# Task directions
Would you please reproduce all the entries word for word, minus the pictures?
Segment Start: Given records
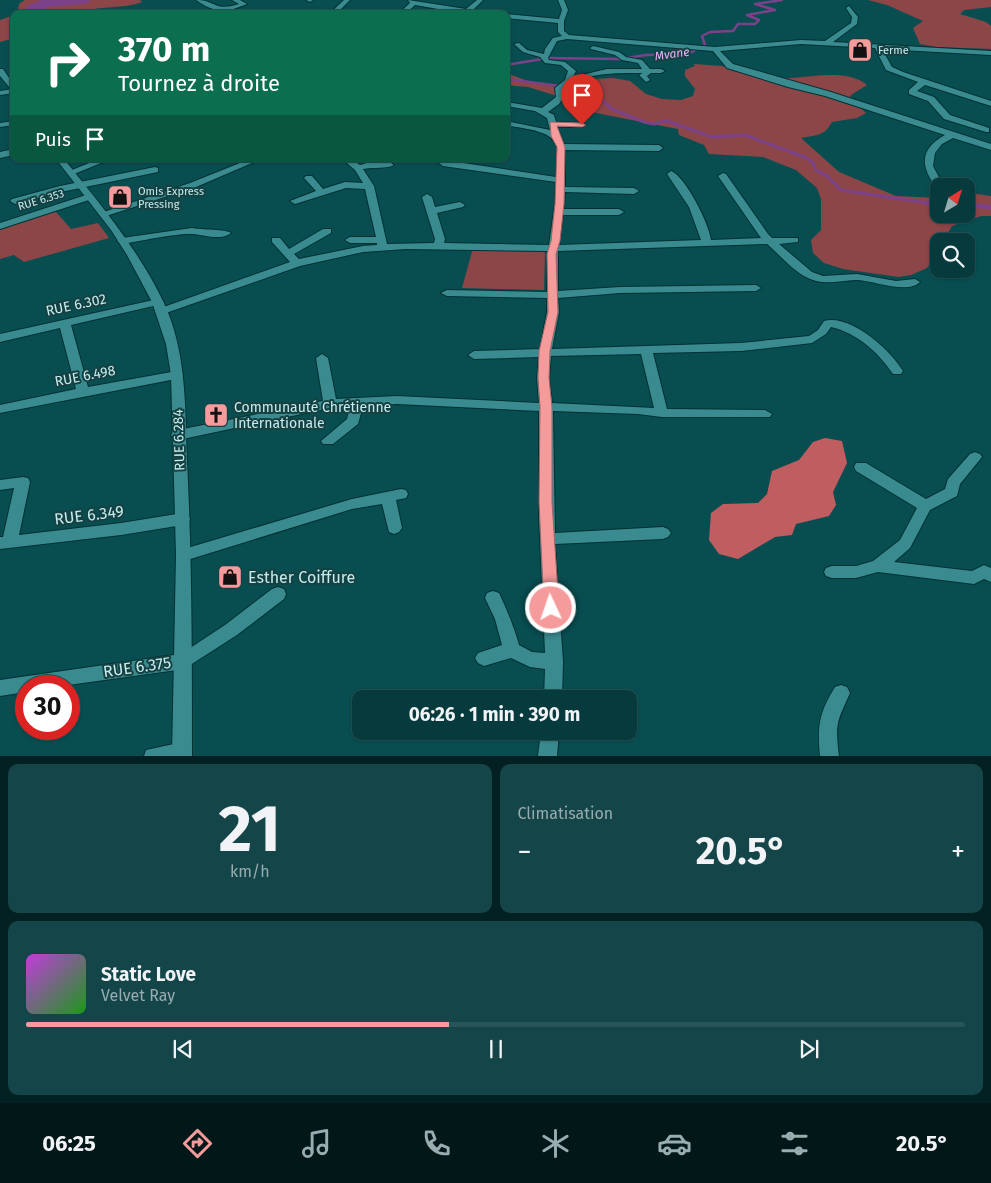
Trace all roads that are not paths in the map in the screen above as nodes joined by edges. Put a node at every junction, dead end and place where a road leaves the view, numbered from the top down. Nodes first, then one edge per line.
1 (199, 0) edge
2 (235, 0) edge
3 (347, 0) edge
4 (480, 0) edge
5 (561, 0) edge
6 (412, 2) edge
7 (244, 4) junction
8 (252, 4) dead end
9 (849, 8) dead end
10 (227, 10) joint
11 (336, 10) edge
12 (456, 10) edge
13 (469, 10) edge
14 (510, 16) edge
15 (561, 21) junction
16 (567, 37) junction
17 (544, 38) dead end
18 (555, 39) junction
19 (827, 43) junction
20 (517, 44) dead end
21 (582, 44) dead end
22 (878, 47) junction
23 (714, 49) junction
24 (991, 53) edge
25 (543, 56) junction
26 (0, 71) edge
27 (648, 71) junction
28 (661, 71) dead end
29 (566, 78) junction
30 (646, 80) dead end
31 (923, 82) junction
32 (10, 86) edge
33 (991, 104) edge
34 (510, 105) edge
35 (542, 112) junction
36 (510, 124) edge
37 (582, 125) dead end
38 (988, 130) edge
39 (556, 135) junction
40 (952, 135) junction
41 (964, 135) junction
42 (941, 140) junction
43 (991, 147) edge
44 (659, 148) dead end
45 (63, 162) edge
46 (99, 162) edge
47 (228, 162) edge
48 (248, 162) edge
49 (350, 162) edge
50 (444, 162) edge
51 (390, 166) dead end
52 (358, 168) junction
53 (155, 170) dead end
54 (227, 170) junction
55 (71, 172) junction
56 (671, 174) dead end
57 (723, 176) dead end
58 (309, 178) dead end
59 (934, 178) edge
60 (559, 184) junction
61 (81, 186) junction
62 (369, 186) junction
63 (634, 191) dead end
64 (322, 193) junction
65 (427, 197) dead end
66 (89, 198) junction
67 (294, 200) dead end
68 (14, 201) dead end
69 (460, 205) dead end
70 (431, 211) junction
71 (558, 212) junction
72 (619, 212) dead end
73 (37, 213) junction
74 (103, 214) junction
75 (66, 216) dead end
76 (0, 226) edge
77 (327, 232) dead end
78 (226, 233) dead end
79 (766, 239) junction
80 (276, 240) dead end
81 (350, 240) dead end
82 (122, 241) junction
83 (381, 244) junction
84 (707, 244) junction
85 (439, 246) junction
86 (554, 247) junction
87 (289, 253) junction
88 (297, 263) junction
89 (915, 282) dead end
90 (756, 288) dead end
91 (447, 293) dead end
92 (554, 295) junction
93 (160, 306) junction
94 (65, 324) junction
95 (0, 338) edge
96 (646, 350) junction
97 (545, 351) junction
98 (474, 355) dead end
99 (322, 358) dead end
100 (897, 372) dead end
101 (177, 375) junction
102 (83, 392) junction
103 (358, 402) junction
104 (330, 404) junction
105 (546, 407) junction
106 (0, 409) edge
107 (662, 413) junction
108 (765, 414) dead end
109 (178, 435) junction
110 (328, 441) dead end
111 (975, 457) dead end
112 (861, 467) dead end
113 (0, 485) edge
114 (925, 506) junction
115 (183, 519) junction
116 (394, 528) dead end
117 (663, 533) dead end
118 (547, 539) junction
119 (5, 542) edge
120 (184, 555) junction
121 (878, 566) junction
122 (832, 572) dead end
123 (991, 576) edge
124 (278, 594) dead end
125 (493, 598) dead end
126 (512, 650) junction
127 (484, 658) dead end
128 (184, 661) junction
129 (554, 662) junction
130 (0, 688) edge
131 (553, 690) edge
132 (841, 693) dead end
133 (549, 740) edge
134 (183, 754) edge
135 (153, 756) edge
136 (547, 756) edge
137 (830, 756) edge

1 - 10 street
2 - 7 street
3 - 11 street
4 - 13 street
5 - 15 street
6 - 12 street
7 - 8 street
7 - 10 street
9 - 19 street
14 - 15 street
15 - 16 street
16 - 18 street
16 - 23 street
17 - 18 street
18 - 25 street
19 - 22 street
19 - 23 street
20 - 25 street
21 - 27 street
22 - 24 street
22 - 31 street
23 - 40 street
25 - 29 street
26 - 32 street
27 - 28 street
27 - 29 street
27 - 30 street
29 - 35 street
31 - 33 street
31 - 38 street
34 - 35 street
35 - 39 street
36 - 39 street
37 - 39 street
38 - 41 street
39 - 44 street
39 - 60 street
40 - 41 street
40 - 42 street
41 - 42 street
41 - 43 street
42 - 59 street
45 - 55 street, RUE 6.284
46 - 55 street
47 - 54 street
48 - 54 street
49 - 52 street
50 - 60 street
51 - 52 street
52 - 62 street
53 - 61 street
54 - 74 street
55 - 61 street, RUE 6.284
56 - 84 street
57 - 79 street
58 - 64 street
60 - 63 street
60 - 71 street
61 - 66 street, RUE 6.284
61 - 68 street
62 - 64 street
62 - 83 street
64 - 67 street
65 - 70 street
66 - 73 street, RUE 6.353
66 - 74 street, RUE 6.284
69 - 70 street
70 - 85 street
71 - 72 street
71 - 86 street
73 - 75 street
73 - 76 street, RUE 6.353
74 - 82 street, RUE 6.284
77 - 87 street
78 - 82 street
79 - 84 street
79 - 89 street
80 - 87 street
81 - 83 street
82 - 93 street, RUE 6.284
83 - 85 street
83 - 88 street, RUE 6.302
84 - 86 street
85 - 86 street
86 - 92 street
87 - 88 street
88 - 93 street, RUE 6.302
90 - 92 street
91 - 92 street
92 - 97 street
93 - 94 street, RUE 6.302
93 - 101 street, RUE 6.284
94 - 95 street, RUE 6.302
94 - 102 street
96 - 97 street
96 - 100 street
96 - 107 street
97 - 98 street
97 - 105 street
99 - 104 street
101 - 102 street, RUE 6.498
101 - 109 street, RUE 6.284
102 - 106 street, RUE 6.498
103 - 104 street
103 - 105 street
103 - 110 street
104 - 109 street
105 - 107 street
105 - 118 street
107 - 108 street
109 - 115 street, RUE 6.284
111 - 114 street
112 - 114 street
113 - 119 street
114 - 121 street
115 - 119 street, RUE 6.349
115 - 120 street, RUE 6.284
116 - 120 street
117 - 118 street
118 - 129 street
120 - 128 street, RUE 6.284
121 - 122 street
121 - 123 street
124 - 128 street
125 - 126 street
126 - 127 street
126 - 129 street
128 - 130 street, RUE 6.375
128 - 134 street, RUE 6.284
129 - 131 street
132 - 137 street
133 - 136 street
134 - 135 street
Segment End: Given records
# Task output
Trace all roads that are not paths in the map in the screen above as nodes joined by edges. Put a node at every junction, dead end and place where a road leaves the view, numbered from the top down. Nodes first, then one edge per line.
1 (199, 0) edge
2 (235, 0) edge
3 (347, 0) edge
4 (480, 0) edge
5 (561, 0) edge
6 (412, 2) edge
7 (244, 4) junction
8 (252, 4) dead end
9 (849, 8) dead end
10 (227, 10) joint
11 (336, 10) edge
12 (456, 10) edge
13 (469, 10) edge
14 (510, 16) edge
15 (561, 21) junction
16 (567, 37) junction
17 (544, 38) dead end
18 (555, 39) junction
19 (827, 43) junction
20 (517, 44) dead end
21 (582, 44) dead end
22 (878, 47) junction
23 (714, 49) junction
24 (991, 53) edge
25 (543, 56) junction
26 (0, 71) edge
27 (648, 71) junction
28 (661, 71) dead end
29 (566, 78) junction
30 (646, 80) dead end
31 (923, 82) junction
32 (10, 86) edge
33 (991, 104) edge
34 (510, 105) edge
35 (542, 112) junction
36 (510, 124) edge
37 (582, 125) dead end
38 (988, 130) edge
39 (556, 135) junction
40 (952, 135) junction
41 (964, 135) junction
42 (941, 140) junction
43 (991, 147) edge
44 (659, 148) dead end
45 (63, 162) edge
46 (99, 162) edge
47 (228, 162) edge
48 (248, 162) edge
49 (350, 162) edge
50 (444, 162) edge
51 (390, 166) dead end
52 (358, 168) junction
53 (155, 170) dead end
54 (227, 170) junction
55 (71, 172) junction
56 (671, 174) dead end
57 (723, 176) dead end
58 (309, 178) dead end
59 (934, 178) edge
60 (559, 184) junction
61 (81, 186) junction
62 (369, 186) junction
63 (634, 191) dead end
64 (322, 193) junction
65 (427, 197) dead end
66 (89, 198) junction
67 (294, 200) dead end
68 (14, 201) dead end
69 (460, 205) dead end
70 (431, 211) junction
71 (558, 212) junction
72 (619, 212) dead end
73 (37, 213) junction
74 (103, 214) junction
75 (66, 216) dead end
76 (0, 226) edge
77 (327, 232) dead end
78 (226, 233) dead end
79 (766, 239) junction
80 (276, 240) dead end
81 (350, 240) dead end
82 (122, 241) junction
83 (381, 244) junction
84 (707, 244) junction
85 (439, 246) junction
86 (554, 247) junction
87 (289, 253) junction
88 (297, 263) junction
89 (915, 282) dead end
90 (756, 288) dead end
91 (447, 293) dead end
92 (554, 295) junction
93 (160, 306) junction
94 (65, 324) junction
95 (0, 338) edge
96 (646, 350) junction
97 (545, 351) junction
98 (474, 355) dead end
99 (322, 358) dead end
100 (897, 372) dead end
101 (177, 375) junction
102 (83, 392) junction
103 (358, 402) junction
104 (330, 404) junction
105 (546, 407) junction
106 (0, 409) edge
107 (662, 413) junction
108 (765, 414) dead end
109 (178, 435) junction
110 (328, 441) dead end
111 (975, 457) dead end
112 (861, 467) dead end
113 (0, 485) edge
114 (925, 506) junction
115 (183, 519) junction
116 (394, 528) dead end
117 (663, 533) dead end
118 (547, 539) junction
119 (5, 542) edge
120 (184, 555) junction
121 (878, 566) junction
122 (832, 572) dead end
123 (991, 576) edge
124 (278, 594) dead end
125 (493, 598) dead end
126 (512, 650) junction
127 (484, 658) dead end
128 (184, 661) junction
129 (554, 662) junction
130 (0, 688) edge
131 (553, 690) edge
132 (841, 693) dead end
133 (549, 740) edge
134 (183, 754) edge
135 (153, 756) edge
136 (547, 756) edge
137 (830, 756) edge

1 - 10 street
2 - 7 street
3 - 11 street
4 - 13 street
5 - 15 street
6 - 12 street
7 - 8 street
7 - 10 street
9 - 19 street
14 - 15 street
15 - 16 street
16 - 18 street
16 - 23 street
17 - 18 street
18 - 25 street
19 - 22 street
19 - 23 street
20 - 25 street
21 - 27 street
22 - 24 street
22 - 31 street
23 - 40 street
25 - 29 street
26 - 32 street
27 - 28 street
27 - 29 street
27 - 30 street
29 - 35 street
31 - 33 street
31 - 38 street
34 - 35 street
35 - 39 street
36 - 39 street
37 - 39 street
38 - 41 street
39 - 44 street
39 - 60 street
40 - 41 street
40 - 42 street
41 - 42 street
41 - 43 street
42 - 59 street
45 - 55 street, RUE 6.284
46 - 55 street
47 - 54 street
48 - 54 street
49 - 52 street
50 - 60 street
51 - 52 street
52 - 62 street
53 - 61 street
54 - 74 street
55 - 61 street, RUE 6.284
56 - 84 street
57 - 79 street
58 - 64 street
60 - 63 street
60 - 71 street
61 - 66 street, RUE 6.284
61 - 68 street
62 - 64 street
62 - 83 street
64 - 67 street
65 - 70 street
66 - 73 street, RUE 6.353
66 - 74 street, RUE 6.284
69 - 70 street
70 - 85 street
71 - 72 street
71 - 86 street
73 - 75 street
73 - 76 street, RUE 6.353
74 - 82 street, RUE 6.284
77 - 87 street
78 - 82 street
79 - 84 street
79 - 89 street
80 - 87 street
81 - 83 street
82 - 93 street, RUE 6.284
83 - 85 street
83 - 88 street, RUE 6.302
84 - 86 street
85 - 86 street
86 - 92 street
87 - 88 street
88 - 93 street, RUE 6.302
90 - 92 street
91 - 92 street
92 - 97 street
93 - 94 street, RUE 6.302
93 - 101 street, RUE 6.284
94 - 95 street, RUE 6.302
94 - 102 street
96 - 97 street
96 - 100 street
96 - 107 street
97 - 98 street
97 - 105 street
99 - 104 street
101 - 102 street, RUE 6.498
101 - 109 street, RUE 6.284
102 - 106 street, RUE 6.498
103 - 104 street
103 - 105 street
103 - 110 street
104 - 109 street
105 - 107 street
105 - 118 street
107 - 108 street
109 - 115 street, RUE 6.284
111 - 114 street
112 - 114 street
113 - 119 street
114 - 121 street
115 - 119 street, RUE 6.349
115 - 120 street, RUE 6.284
116 - 120 street
117 - 118 street
118 - 129 street
120 - 128 street, RUE 6.284
121 - 122 street
121 - 123 street
124 - 128 street
125 - 126 street
126 - 127 street
126 - 129 street
128 - 130 street, RUE 6.375
128 - 134 street, RUE 6.284
129 - 131 street
132 - 137 street
133 - 136 street
134 - 135 street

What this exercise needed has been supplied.